Mael était arrivé en catastrophe à la caserne où Donnon entraînait Garen en vue de son test de gardien, venant la voir directement pour lui signaler la disparition de son amie. Donnon s’était alors mis dans une rage folle contre le Hoper, avant de foncer au laboratoire d’Aeronwy pour lui demander d’utiliser son pouvoir de détection pour retrouver Léa.

Depuis, ils n’avaient fait que courir, mais elle sentait que Donnon bifurquait dans les bois, ce qui devait signifier qu’ils approchaient du but. Le géant vit une cabane près d’un ruisseau et frappa à la porte avant de voir qu’elle était ouverte.

La pièce était vide, mais le sac de fortune que Léa gardait toujours sur elle gisait au sol, la bretelle déchirée. Donnon poussa un cri de rage et prit le sac qu’il serra dans son énorme battoir.

— Elle a été déplacée… avoua Donnon, les poings serrés.

— Vous n’avez pas de chiens ici ? demanda Alice, le cœur battant.

— Non.

— Et des créatures qui auraient un bon odorat ?

— Les Equorix ! répondit Garen en déposant Alice, puis en rapetissant.

— Est-ce que tu crois que Georges est toujours dans le coin ? demanda Alice, pleine d’espoir.

Garen poussa une sorte de grognement très grave, à la limite de l’audible, qu’elle ressentait jusque dans le sol comme une vibration. Ils attendirent, mais rien.

Donnon n’attendit pas plus et commença à inspecter les potentielles traces laissées qui pourraient indiquer la direction prise et les suivit, lentement pour ne rater aucun indice.

***

Léa se réveilla, sentant une légère nausée la prendre. Une odeur âcre tapissait son palais, saturant son odorat, et elle respira par la bouche, essayant de voir où elle se trouvait. Elle tâta son dos, réalisant que son sac avait disparu, mais ne se démonta pas et observa son environnement.

Elle se trouvait dans une grande caisse en bois, probablement sur une charrette ou une créature en mouvement. Elle vit la lumière déclinante à travers une fente assez large présente sur la caisse et essaya immédiatement de tirer sur la latte fragilisée, faisant levier avec ses mains et poussant de ses pieds en dessous, le dos en pression sur l’autre pan de la caisse. La latte céda presque sans bruit et, encouragée, elle continua avec une seconde, pouvant cette fois-ci passer ses mains entières dans l’ouverture.
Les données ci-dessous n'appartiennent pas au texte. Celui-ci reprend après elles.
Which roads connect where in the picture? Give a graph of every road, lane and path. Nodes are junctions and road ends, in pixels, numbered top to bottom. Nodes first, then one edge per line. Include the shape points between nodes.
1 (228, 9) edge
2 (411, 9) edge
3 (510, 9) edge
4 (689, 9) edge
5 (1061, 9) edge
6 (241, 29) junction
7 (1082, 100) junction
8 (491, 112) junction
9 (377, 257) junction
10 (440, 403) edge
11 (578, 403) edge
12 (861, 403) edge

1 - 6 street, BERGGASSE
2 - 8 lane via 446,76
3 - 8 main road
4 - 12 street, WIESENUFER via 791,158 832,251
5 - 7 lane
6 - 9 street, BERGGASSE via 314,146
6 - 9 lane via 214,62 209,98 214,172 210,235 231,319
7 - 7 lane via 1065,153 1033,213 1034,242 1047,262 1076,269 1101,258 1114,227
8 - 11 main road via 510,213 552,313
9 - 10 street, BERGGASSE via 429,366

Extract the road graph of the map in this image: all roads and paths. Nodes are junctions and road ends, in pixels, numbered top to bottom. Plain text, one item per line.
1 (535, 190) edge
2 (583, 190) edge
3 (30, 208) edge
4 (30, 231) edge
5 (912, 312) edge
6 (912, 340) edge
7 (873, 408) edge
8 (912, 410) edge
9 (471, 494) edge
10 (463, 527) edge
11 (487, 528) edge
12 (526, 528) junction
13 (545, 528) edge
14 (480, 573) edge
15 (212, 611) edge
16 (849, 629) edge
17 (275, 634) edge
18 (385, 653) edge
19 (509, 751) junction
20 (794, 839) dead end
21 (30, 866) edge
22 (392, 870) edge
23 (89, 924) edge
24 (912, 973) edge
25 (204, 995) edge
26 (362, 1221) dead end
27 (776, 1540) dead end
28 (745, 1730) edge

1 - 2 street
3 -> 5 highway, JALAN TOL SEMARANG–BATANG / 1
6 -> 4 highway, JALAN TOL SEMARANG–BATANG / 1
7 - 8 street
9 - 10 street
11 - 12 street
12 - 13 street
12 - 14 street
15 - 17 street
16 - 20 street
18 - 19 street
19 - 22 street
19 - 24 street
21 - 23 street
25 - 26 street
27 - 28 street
En quelques minutes, et sans que l’allure de son « véhicule » ne se modifie, elle avait réussi à s’aménager une ouverture assez grande pour s’y faufiler, remerciant les heures passées à faire du sport. Elle prit une des lattes cassées en pointe pour s’en servir en cas de défense et glissa sa tête pour observer ce qu’il y avait à l’extérieur. D’autres caisses et des tonneaux étaient empilés dans une remorque tirée par deux Trolls, et une créature humanoïde était adossée à un tonneau juste à côté. Elle retint son souffle, consciente que la créature aurait pu l’entendre arracher les lattes de sa caisse, mais elle semblait concentrée sur la route.
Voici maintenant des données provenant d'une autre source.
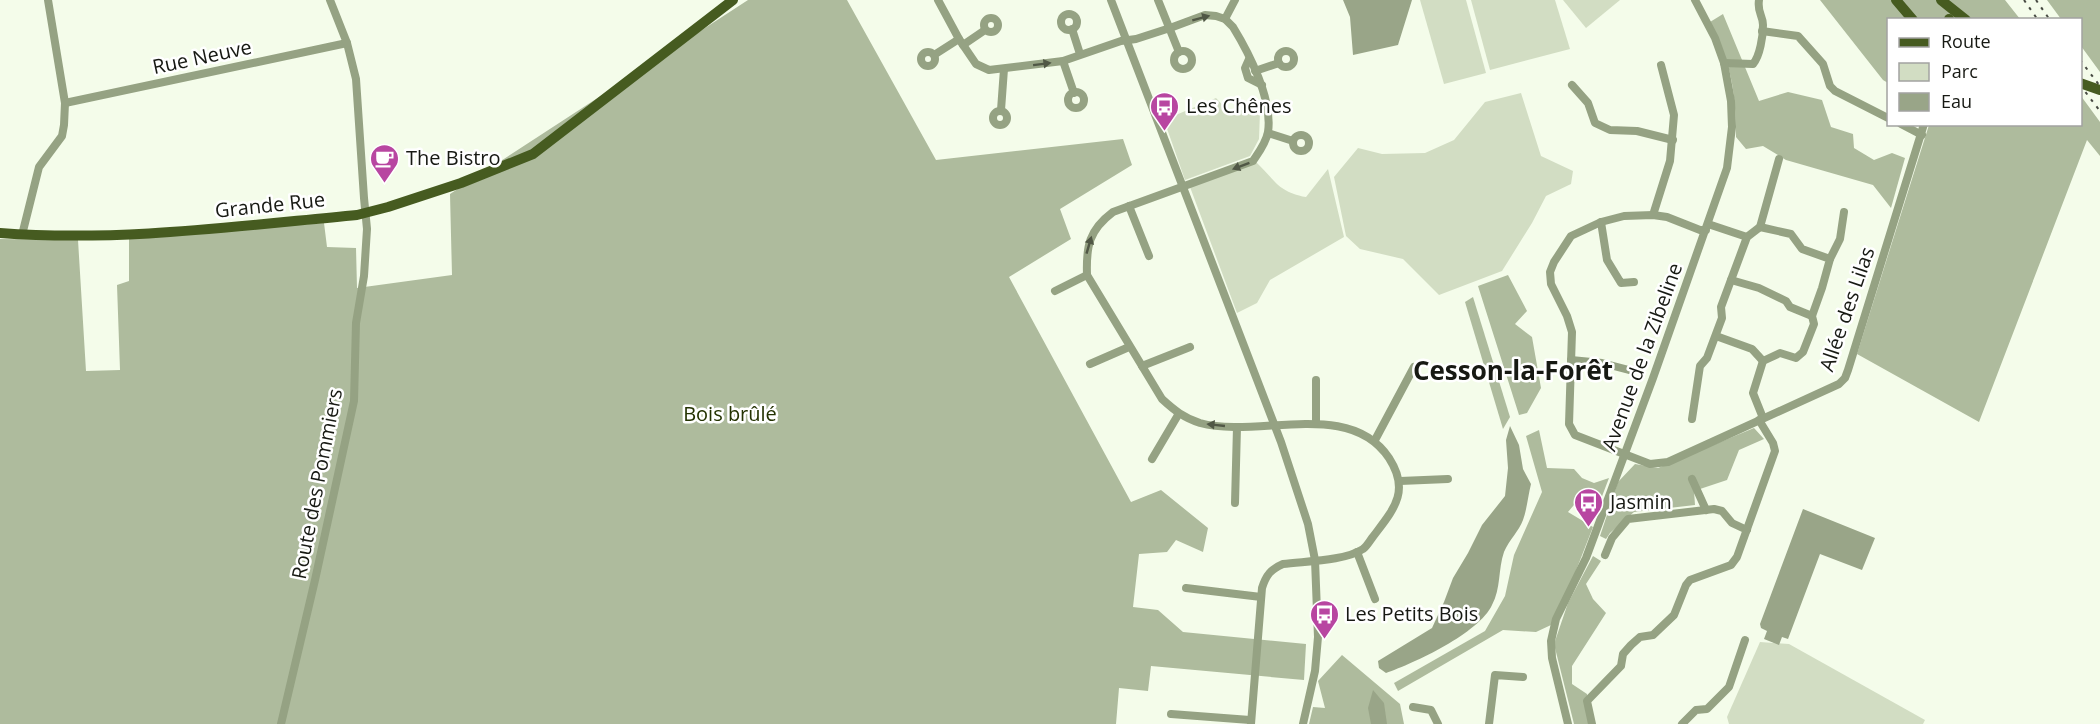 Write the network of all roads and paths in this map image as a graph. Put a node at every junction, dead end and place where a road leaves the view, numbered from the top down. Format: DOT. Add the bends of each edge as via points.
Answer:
graph roads {
  1 [pos="48,0"];
  2 [pos="330,0"];
  3 [pos="733,0"];
  4 [pos="938,0"];
  5 [pos="1111,0"];
  6 [pos="1151,0"];
  7 [pos="1157,0"];
  8 [pos="1235,0"];
  9 [pos="1695,0"];
  10 [pos="1759,0"];
  11 [pos="1896,0"];
  12 [pos="1941,0"];
  13 [pos="1911,18"];
  14 [pos="1964,18"];
  15 [pos="1225,19"];
  16 [pos="1170,28"];
  17 [pos="1072,29"];
  18 [pos="986,30"];
  19 [pos="1762,31"];
  20 [pos="1125,41"];
  21 [pos="961,42"];
  22 [pos="346,43"];
  23 [pos="1179,52"];
  24 [pos="1080,54"];
  25 [pos="934,55"];
  26 [pos="1249,59"];
  27 [pos="1063,61"];
  28 [pos="1279,63"];
  29 [pos="1724,63"];
  30 [pos="1661,65"];
  31 [pos="1004,69"];
  32 [pos="1255,71"];
  33 [pos="2082,84"];
  34 [pos="1262,85"];
  35 [pos="1572,85"];
  36 [pos="2100,90"];
  37 [pos="1074,93"];
  38 [pos="65,103"];
  39 [pos="1001,110"];
  40 [pos="1887,117"];
  41 [pos="1905,126"];
  42 [pos="1924,126"];
  43 [pos="1268,133"];
  44 [pos="1922,135"];
  45 [pos="1673,140"];
  46 [pos="1293,141"];
  47 [pos="1779,159"];
  48 [pos="1182,186"];
  49 [pos="1129,206"];
  50 [pos="366,212"];
  51 [pos="1844,212"];
  52 [pos="1653,215"];
  53 [pos="1601,222"];
  54 [pos="1707,227"];
  55 [pos="1760,227"];
  56 [pos="0,233"];
  57 [pos="22,235"];
  58 [pos="1747,237"];
  59 [pos="1149,256"];
  60 [pos="1830,260"];
  61 [pos="1087,275"];
  62 [pos="1731,280"];
  63 [pos="1634,282"];
  64 [pos="1055,291"];
  65 [pos="1812,316"];
  66 [pos="1716,336"];
  67 [pos="1129,347"];
  68 [pos="1190,347"];
  69 [pos="1571,360"];
  70 [pos="1763,361"];
  71 [pos="1090,363"];
  72 [pos="1142,366"];
  73 [pos="1414,367"];
  74 [pos="1629,370"];
  75 [pos="1316,380"];
  76 [pos="1178,415"];
  77 [pos="1692,419"];
  78 [pos="1761,419"];
  79 [pos="1316,424"];
  80 [pos="1274,425"];
  81 [pos="1237,427"];
  82 [pos="1374,441"];
  83 [pos="1624,454"];
  84 [pos="1152,459"];
  85 [pos="1448,479"];
  86 [pos="1692,479"];
  87 [pos="1400,481"];
  88 [pos="1235,503"];
  89 [pos="1707,510"];
  90 [pos="1747,530"];
  91 [pos="1357,552"];
  92 [pos="1605,555"];
  93 [pos="1315,560"];
  94 [pos="1186,588"];
  95 [pos="1262,597"];
  96 [pos="1375,599"];
  97 [pos="1745,640"];
  98 [pos="1523,677"];
  99 [pos="1413,707"];
  100 [pos="1171,714"];
  101 [pos="1212,721"];
  102 [pos="1250,722"];
  103 [pos="281,724"];
  104 [pos="1303,724"];
  105 [pos="1438,724"];
  106 [pos="1489,724"];
  107 [pos="1568,724"];
  108 [pos="1592,724"];
  109 [pos="1682,724"];
  1 -- 38 [label="street"];
  2 -- 22 [label="street, Route des Pommiers"];
  3 -- 50 [label="main road, Grande Rue" via="533,154 461,183"];
  4 -- 21 [label="street"];
  5 -- 20 [label="street"];
  6 -- 7 [label="street"];
  7 -- 16 [label="street"];
  8 -- 15 [label="street"];
  9 -- 29 [label="street, Avenue de la Zibeline"];
  10 -- 19 [label="street"];
  11 -- 13 [label="main road"];
  12 -- 14 [label="main road"];
  16 -- 15 [label="street, one-way" via="1205,15"];
  15 -- 26 [label="street"];
  16 -- 20 [label="street"];
  16 -- 23 [label="street"];
  17 -- 24 [label="street"];
  18 -- 21 [label="street"];
  19 -- 29 [label="street" via="1758,59 1753,64"];
  19 -- 40 [label="street" via="1798,36 1823,64 1835,91"];
  20 -- 24 [label="street"];
  20 -- 48 [label="street"];
  21 -- 25 [label="street"];
  21 -- 31 [label="street" via="976,64 989,70"];
  22 -- 38 [label="street, Rue Neuve"];
  22 -- 50 [label="street, Route des Pommiers" via="356,79"];
  24 -- 27 [label="street"];
  26 -- 32 [label="street"];
  26 -- 34 [label="street" via="1245,68 1248,78"];
  31 -- 27 [label="street, one-way"];
  27 -- 37 [label="street"];
  28 -- 32 [label="street"];
  29 -- 54 [label="street, Avenue de la Zibeline" via="1731,101 1731,146"];
  30 -- 45 [label="street" via="1674,114"];
  31 -- 39 [label="street"];
  32 -- 34 [label="street"];
  33 -- 36 [label="main road"];
  34 -- 43 [label="street" via="1268,106"];
  35 -- 45 [label="street" via="1588,103 1595,123 1610,130 1637,131"];
  38 -- 57 [label="street" via="62,136 39,167"];
  41 -- 44 [label="street"];
  42 -- 44 [label="street, Allée des Lilas"];
  43 -- 46 [label="street"];
  43 -- 48 [label="street, one-way" via="1252,161"];
  44 -- 78 [label="street, Allée des Lilas" via="1845,378"];
  45 -- 52 [label="street"];
  47 -- 55 [label="street"];
  48 -- 49 [label="street"];
  48 -- 80 [label="street"];
  49 -- 59 [label="street"];
  61 -- 49 [label="street, one-way" via="1086,255 1091,237 1101,221"];
  50 -- 57 [label="main road, Grande Rue" via="165,234"];
  50 -- 103 [label="street, Route des Pommiers" via="354,401"];
  51 -- 60 [label="street" via="1840,240"];
  52 -- 53 [label="street"];
  52 -- 54 [label="street" via="1700,230"];
  53 -- 63 [label="street" via="1608,260 1622,283"];
  53 -- 69 [label="street" via="1571,236 1550,272 1551,284 1572,332"];
  54 -- 58 [label="street"];
  54 -- 83 [label="street, Avenue de la Zibeline"];
  55 -- 58 [label="street"];
  55 -- 60 [label="street" via="1791,234 1802,249"];
  56 -- 57 [label="main road, Grande Rue"];
  58 -- 62 [label="street"];
  60 -- 65 [label="street"];
  61 -- 64 [label="street"];
  61 -- 67 [label="street"];
  62 -- 65 [label="street" via="1759,288"];
  62 -- 66 [label="street"];
  65 -- 70 [label="street" via="1814,324 1803,352 1796,358 1780,353"];
  66 -- 70 [label="street" via="1752,349"];
  66 -- 77 [label="street" via="1700,366"];
  67 -- 71 [label="street"];
  67 -- 72 [label="street"];
  68 -- 72 [label="street"];
  69 -- 74 [label="street"];
  69 -- 83 [label="street, Allée des Lilas" via="1572,433"];
  70 -- 78 [label="street" via="1753,393"];
  72 -- 76 [label="street" via="1162,399"];
  73 -- 82 [label="street"];
  75 -- 79 [label="street"];
  81 -- 76 [label="street, one-way" via="1201,423"];
  76 -- 84 [label="street"];
  78 -- 83 [label="street, Allée des Lilas" via="1668,462 1650,464"];
  78 -- 90 [label="street" via="1775,451"];
  79 -- 80 [label="street"];
  79 -- 82 [label="street" via="1363,434"];
  80 -- 81 [label="street"];
  80 -- 93 [label="street" via="1308,524"];
  81 -- 88 [label="street"];
  82 -- 87 [label="street" via="1393,464"];
  83 -- 107 [label="street, Avenue de la Zibeline" via="1551,641"];
  85 -- 87 [label="street"];
  86 -- 89 [label="street"];
  87 -- 91 [label="street" via="1398,498 1390,513 1365,548"];
  89 -- 90 [label="street" via="1722,512 1732,524"];
  89 -- 92 [label="street" via="1628,519 1612,538"];
  90 -- 108 [label="street" via="1731,565 1690,580 1674,615 1653,635 1640,637 1623,654 1621,666 1587,701"];
  91 -- 93 [label="street"];
  91 -- 96 [label="street"];
  93 -- 95 [label="street" via="1274,567 1266,576"];
  93 -- 104 [label="street" via="1318,637"];
  94 -- 95 [label="street"];
  95 -- 102 [label="street"];
  97 -- 109 [label="street" via="1729,687 1707,709 1696,710"];
  98 -- 106 [label="street" via="1495,675"];
  99 -- 105 [label="street" via="1431,710"];
  100 -- 101 [label="street"];
  101 -- 102 [label="street"];
}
Elle fouilla dans la poche arrière de son jean, où elle gardait « au cas où » le précieux sachet qu’Hafgan lui avait remis : en cas d’attaque, cela devait être à portée de main, pas dans son sac à dos fermé, et elle s’auto-félicita pour sa clairvoyance. C’était l’heure de vérité : si la bille de confusion fonctionnait, elle pourrait s’enfuir plus aisément, sinon, elle serait obligée d’utiliser son arme de fortune et elle n’avait jamais rien attaqué de plus gros qu’un lapin pendant son stage de survivalisme. Respirant un grand coup, elle attendit de maîtriser les soubresauts de la route pour viser et lancer avec force une bille directement dans la tête de la créature, qui s’écroula tête en avant, sans bruit.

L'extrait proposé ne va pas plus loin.